Should we go for grilled Cote d'Ivoire lamb dibi at Le Baobab? Potato greens at the African music cafe Le Mandingue? I'd heard a good word about the Senegalese fried fish at Touba Teranga, but it was closed. We needed some expert guidance, and Rick found it by following the heady aroma of smoked pike into the Mosel International Market, where the owner decisively sent us several blocks off Woodland entirely: "I go to Memdee's for my African food."

Tucked deep in the residential heart of Elmwood at 68th and Guyer, Memdee's is the kind of restaurant even the most dedicated food tourist might never find. But I'll count us among the lucky. After dipping into a powerfully soulful bowl of a starchy orb of fufu and soup, it was clear that this Liberian kitchen produces flavors worth seeking out.

The small menu offers four daily items that rotate through the week. But for local Liberians (of which there are about 10,000, mostly in the city's southwest corner) this humble yet tidy little dining room with plastic-covered tables is as close as it gets to a home-cooked meal in Monrovia, near where owner Antoinette Butler hails from.

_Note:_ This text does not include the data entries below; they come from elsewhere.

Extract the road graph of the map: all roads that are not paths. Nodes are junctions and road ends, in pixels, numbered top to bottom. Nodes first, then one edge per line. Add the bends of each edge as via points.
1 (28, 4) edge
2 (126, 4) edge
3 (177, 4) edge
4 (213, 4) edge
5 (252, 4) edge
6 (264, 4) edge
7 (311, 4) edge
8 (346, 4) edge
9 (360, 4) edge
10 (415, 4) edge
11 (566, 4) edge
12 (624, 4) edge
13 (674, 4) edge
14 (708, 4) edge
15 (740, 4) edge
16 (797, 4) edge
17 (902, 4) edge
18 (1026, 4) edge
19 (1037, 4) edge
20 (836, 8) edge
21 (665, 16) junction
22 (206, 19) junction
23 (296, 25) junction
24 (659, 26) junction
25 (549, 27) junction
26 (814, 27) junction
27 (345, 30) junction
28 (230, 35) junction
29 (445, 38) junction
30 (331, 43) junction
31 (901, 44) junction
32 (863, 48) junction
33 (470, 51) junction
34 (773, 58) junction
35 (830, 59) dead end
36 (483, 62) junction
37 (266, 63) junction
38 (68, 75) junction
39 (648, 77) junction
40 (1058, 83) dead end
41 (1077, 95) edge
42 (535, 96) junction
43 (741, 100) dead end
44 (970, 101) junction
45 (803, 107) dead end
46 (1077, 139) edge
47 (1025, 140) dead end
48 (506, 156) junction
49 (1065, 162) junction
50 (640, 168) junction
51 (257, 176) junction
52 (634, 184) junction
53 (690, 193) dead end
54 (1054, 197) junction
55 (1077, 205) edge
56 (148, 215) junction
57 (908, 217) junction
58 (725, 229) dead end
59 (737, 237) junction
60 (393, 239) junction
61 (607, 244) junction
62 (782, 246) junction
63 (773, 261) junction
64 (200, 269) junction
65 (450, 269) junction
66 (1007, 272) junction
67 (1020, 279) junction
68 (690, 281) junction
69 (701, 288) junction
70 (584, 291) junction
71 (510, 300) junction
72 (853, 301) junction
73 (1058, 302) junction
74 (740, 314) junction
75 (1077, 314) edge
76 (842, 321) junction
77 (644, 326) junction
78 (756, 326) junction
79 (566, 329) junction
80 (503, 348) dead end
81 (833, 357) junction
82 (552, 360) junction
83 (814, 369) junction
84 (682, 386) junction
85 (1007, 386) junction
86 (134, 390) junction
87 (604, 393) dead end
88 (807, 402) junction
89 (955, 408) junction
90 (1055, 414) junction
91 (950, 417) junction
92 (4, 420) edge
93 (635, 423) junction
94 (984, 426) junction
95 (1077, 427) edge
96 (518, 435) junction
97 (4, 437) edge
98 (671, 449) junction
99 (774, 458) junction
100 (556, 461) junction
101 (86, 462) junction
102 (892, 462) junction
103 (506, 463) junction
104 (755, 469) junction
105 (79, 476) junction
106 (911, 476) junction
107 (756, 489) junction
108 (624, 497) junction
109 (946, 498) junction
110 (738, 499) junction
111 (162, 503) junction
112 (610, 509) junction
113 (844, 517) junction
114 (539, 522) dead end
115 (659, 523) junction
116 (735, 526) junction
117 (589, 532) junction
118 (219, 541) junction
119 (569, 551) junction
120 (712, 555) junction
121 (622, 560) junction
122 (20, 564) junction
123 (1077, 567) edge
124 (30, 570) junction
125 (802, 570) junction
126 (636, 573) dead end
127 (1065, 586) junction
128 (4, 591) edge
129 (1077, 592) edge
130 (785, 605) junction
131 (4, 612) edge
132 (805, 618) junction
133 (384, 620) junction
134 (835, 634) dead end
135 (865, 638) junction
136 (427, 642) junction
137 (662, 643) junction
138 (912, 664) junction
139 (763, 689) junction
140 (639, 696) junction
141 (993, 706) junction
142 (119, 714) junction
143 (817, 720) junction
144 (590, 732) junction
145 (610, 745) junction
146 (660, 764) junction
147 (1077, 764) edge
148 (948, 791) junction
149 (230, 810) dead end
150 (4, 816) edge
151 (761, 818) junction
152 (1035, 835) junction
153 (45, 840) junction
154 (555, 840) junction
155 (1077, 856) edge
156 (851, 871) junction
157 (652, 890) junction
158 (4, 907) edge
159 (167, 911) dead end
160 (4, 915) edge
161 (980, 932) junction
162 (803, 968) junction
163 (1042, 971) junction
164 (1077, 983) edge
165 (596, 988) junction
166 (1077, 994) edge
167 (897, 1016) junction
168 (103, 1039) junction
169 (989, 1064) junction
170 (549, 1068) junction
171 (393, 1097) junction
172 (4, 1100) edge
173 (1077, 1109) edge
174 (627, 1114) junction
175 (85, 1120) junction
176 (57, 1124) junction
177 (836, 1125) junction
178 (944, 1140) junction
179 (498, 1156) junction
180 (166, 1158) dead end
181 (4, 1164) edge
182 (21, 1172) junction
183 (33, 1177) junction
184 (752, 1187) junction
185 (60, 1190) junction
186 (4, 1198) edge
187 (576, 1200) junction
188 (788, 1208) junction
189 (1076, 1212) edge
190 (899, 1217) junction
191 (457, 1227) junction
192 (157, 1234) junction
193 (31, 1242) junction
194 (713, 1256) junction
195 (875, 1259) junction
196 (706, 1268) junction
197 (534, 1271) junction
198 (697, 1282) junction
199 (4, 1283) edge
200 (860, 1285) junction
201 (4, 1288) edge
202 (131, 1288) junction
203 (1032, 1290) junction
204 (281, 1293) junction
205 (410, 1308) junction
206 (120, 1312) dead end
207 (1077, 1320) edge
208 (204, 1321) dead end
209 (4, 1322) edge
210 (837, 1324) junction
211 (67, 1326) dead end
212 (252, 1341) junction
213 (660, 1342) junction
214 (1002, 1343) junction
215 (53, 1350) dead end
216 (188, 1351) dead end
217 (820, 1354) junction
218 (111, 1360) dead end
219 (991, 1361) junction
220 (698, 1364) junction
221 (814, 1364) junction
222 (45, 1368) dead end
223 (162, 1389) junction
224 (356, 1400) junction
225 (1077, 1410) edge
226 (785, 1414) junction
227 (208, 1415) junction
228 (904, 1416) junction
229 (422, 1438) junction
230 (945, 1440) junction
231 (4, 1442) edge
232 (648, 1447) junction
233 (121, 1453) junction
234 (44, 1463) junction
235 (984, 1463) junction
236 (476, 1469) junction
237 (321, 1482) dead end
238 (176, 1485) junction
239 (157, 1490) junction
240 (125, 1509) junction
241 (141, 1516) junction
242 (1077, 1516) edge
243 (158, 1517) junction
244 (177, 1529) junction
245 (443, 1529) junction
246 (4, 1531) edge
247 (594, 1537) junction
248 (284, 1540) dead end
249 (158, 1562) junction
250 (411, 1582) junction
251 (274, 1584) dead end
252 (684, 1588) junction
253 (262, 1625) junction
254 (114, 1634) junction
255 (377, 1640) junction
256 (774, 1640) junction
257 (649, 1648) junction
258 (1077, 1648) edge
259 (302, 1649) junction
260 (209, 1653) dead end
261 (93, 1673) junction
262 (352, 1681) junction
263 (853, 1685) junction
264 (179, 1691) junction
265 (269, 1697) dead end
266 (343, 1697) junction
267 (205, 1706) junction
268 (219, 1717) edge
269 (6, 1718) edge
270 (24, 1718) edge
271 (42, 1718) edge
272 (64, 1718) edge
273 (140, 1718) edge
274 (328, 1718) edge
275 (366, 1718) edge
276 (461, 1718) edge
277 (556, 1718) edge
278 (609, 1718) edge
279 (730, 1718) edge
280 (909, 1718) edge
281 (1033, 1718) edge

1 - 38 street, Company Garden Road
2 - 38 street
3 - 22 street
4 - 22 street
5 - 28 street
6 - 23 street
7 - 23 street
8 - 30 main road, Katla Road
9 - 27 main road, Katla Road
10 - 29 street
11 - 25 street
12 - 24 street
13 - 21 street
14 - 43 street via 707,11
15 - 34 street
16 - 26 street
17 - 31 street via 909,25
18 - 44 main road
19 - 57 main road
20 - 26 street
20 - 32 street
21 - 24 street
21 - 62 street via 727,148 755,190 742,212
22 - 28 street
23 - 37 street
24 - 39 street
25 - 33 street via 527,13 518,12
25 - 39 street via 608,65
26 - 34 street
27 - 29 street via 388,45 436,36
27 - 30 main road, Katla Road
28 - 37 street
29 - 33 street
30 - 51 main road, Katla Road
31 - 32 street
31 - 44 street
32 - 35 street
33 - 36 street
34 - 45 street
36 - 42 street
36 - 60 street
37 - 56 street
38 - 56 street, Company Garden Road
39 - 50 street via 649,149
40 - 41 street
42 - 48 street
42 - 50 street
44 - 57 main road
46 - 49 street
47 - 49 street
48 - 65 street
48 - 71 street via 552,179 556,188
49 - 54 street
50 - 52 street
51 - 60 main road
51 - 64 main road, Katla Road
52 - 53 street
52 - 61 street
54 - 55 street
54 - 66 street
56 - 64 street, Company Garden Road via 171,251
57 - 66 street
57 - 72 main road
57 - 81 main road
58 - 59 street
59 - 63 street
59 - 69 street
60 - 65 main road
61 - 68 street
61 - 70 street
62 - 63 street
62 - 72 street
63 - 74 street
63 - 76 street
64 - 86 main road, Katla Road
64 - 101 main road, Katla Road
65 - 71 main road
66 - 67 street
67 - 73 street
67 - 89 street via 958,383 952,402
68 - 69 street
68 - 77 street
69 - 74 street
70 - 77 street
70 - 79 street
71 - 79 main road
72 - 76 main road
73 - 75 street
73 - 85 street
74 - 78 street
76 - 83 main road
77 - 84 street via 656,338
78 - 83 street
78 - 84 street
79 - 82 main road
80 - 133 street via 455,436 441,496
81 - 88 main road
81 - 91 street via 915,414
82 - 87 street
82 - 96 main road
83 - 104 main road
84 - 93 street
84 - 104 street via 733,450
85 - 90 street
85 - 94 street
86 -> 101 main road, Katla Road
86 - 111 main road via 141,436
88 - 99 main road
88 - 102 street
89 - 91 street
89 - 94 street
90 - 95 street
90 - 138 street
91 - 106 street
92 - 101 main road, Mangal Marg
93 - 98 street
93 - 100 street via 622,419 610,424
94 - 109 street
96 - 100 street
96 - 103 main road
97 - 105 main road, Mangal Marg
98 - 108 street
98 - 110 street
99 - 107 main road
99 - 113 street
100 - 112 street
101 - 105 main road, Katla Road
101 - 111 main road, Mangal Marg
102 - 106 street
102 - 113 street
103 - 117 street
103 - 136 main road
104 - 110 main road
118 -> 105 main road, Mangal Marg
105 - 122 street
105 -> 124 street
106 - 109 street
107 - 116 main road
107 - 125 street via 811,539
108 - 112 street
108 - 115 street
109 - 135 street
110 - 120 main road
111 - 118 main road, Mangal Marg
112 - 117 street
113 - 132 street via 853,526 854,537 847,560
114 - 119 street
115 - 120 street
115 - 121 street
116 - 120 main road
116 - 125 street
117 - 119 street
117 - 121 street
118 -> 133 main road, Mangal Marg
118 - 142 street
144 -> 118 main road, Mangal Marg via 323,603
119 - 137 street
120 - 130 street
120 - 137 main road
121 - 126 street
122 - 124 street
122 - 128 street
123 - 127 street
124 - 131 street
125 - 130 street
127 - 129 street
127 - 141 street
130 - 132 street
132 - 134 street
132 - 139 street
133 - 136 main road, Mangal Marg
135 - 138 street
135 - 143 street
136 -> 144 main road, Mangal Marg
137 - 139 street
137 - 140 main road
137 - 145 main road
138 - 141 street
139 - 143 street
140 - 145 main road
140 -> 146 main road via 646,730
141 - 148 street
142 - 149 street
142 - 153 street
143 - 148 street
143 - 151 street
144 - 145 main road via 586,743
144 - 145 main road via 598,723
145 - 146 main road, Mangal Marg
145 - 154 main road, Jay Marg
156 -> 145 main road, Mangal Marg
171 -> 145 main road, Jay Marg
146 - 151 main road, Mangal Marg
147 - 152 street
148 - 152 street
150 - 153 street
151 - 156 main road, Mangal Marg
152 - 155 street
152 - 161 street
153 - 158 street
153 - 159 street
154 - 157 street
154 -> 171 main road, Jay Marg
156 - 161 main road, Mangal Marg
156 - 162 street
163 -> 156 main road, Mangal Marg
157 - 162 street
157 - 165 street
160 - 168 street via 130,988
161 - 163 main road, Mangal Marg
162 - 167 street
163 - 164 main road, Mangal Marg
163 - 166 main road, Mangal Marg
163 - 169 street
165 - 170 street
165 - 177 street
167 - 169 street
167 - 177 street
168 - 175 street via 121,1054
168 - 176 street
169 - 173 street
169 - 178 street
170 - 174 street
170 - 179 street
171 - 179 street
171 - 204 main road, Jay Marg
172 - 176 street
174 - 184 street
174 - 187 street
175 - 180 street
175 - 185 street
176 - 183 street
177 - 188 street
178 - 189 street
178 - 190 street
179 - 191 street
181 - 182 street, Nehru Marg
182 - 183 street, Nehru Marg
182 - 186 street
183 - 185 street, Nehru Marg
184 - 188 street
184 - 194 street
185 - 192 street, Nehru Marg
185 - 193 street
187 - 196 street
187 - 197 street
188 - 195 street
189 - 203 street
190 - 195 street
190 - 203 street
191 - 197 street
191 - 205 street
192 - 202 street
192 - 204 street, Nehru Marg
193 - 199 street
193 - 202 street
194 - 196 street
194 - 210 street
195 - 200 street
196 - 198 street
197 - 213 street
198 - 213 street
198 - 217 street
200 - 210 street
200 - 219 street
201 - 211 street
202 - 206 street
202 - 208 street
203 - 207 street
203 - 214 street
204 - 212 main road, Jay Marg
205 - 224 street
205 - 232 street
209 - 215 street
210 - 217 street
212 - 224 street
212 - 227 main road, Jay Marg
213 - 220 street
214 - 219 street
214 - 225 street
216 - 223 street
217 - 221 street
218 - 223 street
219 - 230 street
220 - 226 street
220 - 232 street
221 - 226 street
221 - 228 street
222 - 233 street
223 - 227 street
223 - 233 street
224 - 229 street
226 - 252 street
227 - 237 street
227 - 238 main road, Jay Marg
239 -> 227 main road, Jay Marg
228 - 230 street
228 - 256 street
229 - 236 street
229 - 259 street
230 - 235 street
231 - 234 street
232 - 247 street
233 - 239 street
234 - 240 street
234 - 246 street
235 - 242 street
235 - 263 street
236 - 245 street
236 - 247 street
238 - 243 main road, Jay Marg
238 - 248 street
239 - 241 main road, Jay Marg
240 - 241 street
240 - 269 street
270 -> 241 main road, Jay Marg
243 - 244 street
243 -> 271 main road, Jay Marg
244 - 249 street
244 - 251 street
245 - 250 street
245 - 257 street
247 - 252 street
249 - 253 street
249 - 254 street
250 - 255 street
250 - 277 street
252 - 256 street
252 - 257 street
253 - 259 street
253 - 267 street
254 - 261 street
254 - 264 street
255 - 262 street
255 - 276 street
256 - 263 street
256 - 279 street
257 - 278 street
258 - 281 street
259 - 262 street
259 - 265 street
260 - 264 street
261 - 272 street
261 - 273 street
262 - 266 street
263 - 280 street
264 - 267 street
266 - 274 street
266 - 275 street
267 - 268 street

Butler, who was a government worker when she fled Liberia's political turmoil in 1993, opened Memdee's eight months ago, adding her middle name, Memie, to her sister Dorothy Massaquoi's Dee. There are two other sisters - Martha Davis and Corrette Zayzay, plus mom Bah Davis - who help Butler in the kitchen during the lunch rush, peeling eggplants for stew, stirring cassava-leaf purees, checking on the still-baking banana-corn bread.